Working in SEO isn’t easy – even if you understand SEO.
You’re always at the mercy of the overly dominating Google that seems to change it’s algorithms and ranking factors regularly.
And trying to toe the line between what your clients want and what you know are best practices takes balance. A lot of balance.
Wouldn’t life be so much easier if you didn’t have to deal with SEO clients?
With rank and rent SEO, you simply rent out your website. Sounds nice, right?
What Is Rank & Rent?
“Rank and rent” is a type of SEO where someone optimizes a website for a local business, like a plumber, roofer or an electrician, and then rents the ranked website to other local service providers that want those leads. Rank and Rent is just another word for selling leads to local businesses.

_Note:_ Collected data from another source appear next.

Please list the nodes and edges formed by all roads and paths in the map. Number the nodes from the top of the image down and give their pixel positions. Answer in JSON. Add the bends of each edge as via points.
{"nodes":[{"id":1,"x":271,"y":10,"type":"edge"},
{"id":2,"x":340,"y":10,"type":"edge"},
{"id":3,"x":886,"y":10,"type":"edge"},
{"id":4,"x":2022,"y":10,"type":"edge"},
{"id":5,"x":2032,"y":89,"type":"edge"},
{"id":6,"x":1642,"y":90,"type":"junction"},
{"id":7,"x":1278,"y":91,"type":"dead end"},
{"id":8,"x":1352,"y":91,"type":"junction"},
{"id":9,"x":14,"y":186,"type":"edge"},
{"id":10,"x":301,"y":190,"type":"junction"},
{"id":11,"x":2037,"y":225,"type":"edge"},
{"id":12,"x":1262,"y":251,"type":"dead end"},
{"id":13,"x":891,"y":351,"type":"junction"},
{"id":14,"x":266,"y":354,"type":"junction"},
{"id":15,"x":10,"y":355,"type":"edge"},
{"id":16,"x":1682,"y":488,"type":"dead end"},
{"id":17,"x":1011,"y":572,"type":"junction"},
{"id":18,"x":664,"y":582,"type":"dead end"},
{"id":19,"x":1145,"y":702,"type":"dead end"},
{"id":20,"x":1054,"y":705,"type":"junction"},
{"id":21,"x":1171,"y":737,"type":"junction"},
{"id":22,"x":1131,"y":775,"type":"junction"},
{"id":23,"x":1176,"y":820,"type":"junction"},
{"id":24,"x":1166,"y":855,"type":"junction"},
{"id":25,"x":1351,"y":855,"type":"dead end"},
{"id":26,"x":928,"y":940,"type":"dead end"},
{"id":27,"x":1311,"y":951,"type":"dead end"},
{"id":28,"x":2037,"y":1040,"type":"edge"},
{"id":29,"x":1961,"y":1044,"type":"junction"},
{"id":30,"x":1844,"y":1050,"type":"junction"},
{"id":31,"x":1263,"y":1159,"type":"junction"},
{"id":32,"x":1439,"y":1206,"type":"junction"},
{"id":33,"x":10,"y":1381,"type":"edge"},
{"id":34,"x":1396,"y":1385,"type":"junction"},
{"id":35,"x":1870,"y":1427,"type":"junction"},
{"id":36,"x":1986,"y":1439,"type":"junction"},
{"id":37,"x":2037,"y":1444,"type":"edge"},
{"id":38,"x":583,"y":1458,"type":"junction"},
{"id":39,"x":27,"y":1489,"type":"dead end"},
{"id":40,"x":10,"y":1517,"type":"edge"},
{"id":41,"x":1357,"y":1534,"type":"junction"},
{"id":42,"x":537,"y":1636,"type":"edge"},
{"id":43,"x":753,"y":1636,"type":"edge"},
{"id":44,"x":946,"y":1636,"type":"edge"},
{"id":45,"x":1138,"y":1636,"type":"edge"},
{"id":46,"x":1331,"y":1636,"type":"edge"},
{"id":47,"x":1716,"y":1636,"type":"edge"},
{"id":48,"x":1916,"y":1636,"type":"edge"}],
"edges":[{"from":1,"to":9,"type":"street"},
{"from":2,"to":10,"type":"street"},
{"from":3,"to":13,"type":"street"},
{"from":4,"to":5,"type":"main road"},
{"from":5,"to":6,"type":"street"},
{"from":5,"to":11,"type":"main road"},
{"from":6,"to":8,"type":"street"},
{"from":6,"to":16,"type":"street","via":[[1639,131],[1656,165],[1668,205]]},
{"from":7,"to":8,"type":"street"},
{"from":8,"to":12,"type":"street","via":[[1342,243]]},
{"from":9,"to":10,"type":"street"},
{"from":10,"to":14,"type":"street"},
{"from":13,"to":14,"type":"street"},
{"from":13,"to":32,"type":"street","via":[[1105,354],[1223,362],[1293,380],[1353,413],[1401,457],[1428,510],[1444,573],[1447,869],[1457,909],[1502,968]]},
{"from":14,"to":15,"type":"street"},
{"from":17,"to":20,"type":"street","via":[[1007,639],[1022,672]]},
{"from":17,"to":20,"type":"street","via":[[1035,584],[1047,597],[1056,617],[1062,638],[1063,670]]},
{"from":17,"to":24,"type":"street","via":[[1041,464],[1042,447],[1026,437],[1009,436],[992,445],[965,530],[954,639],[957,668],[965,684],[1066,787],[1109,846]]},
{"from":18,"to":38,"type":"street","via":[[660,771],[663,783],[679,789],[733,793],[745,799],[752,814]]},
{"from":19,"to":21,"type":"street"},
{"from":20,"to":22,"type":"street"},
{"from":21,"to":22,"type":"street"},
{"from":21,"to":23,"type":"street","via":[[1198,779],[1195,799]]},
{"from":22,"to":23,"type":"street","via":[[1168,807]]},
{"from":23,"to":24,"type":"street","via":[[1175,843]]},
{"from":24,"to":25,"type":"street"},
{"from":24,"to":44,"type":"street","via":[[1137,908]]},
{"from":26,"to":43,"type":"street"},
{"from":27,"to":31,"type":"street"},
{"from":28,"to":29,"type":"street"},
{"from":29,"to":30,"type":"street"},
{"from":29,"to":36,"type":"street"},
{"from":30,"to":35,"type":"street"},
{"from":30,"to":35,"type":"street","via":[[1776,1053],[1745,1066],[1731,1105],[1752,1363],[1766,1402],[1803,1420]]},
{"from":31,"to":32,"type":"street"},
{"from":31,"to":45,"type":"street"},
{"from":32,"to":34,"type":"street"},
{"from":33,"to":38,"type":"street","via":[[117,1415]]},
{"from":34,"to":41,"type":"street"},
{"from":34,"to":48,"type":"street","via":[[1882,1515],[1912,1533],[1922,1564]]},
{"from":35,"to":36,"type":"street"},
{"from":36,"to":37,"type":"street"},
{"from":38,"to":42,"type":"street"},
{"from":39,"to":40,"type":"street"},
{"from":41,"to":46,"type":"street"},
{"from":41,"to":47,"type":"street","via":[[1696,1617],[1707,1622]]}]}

Rather than taking an existing site built and working to get it to rank within the search engines, rank and rent practitioners build new websites that are tailored to a niche instead of a business. They still perform all the typical tasks that go into helping that website rank with the search engines – create content, do on-page optimization, build a backlink profile, etc.
Once the website begins to rank and draw traffic, the SEO professional rents use of the website – and, along with it, the leads that the website draws in – to an actual business. The tricky part is to understand how to set up your call forwarding and call tracking to properly forward leads. You aren’t a plumber, and people are calling you for plumbing services – so this is where SEO meets some cleverness. You should be able to recognize a Rank and Rent website by the fact that the site is incredibly generic with all its information.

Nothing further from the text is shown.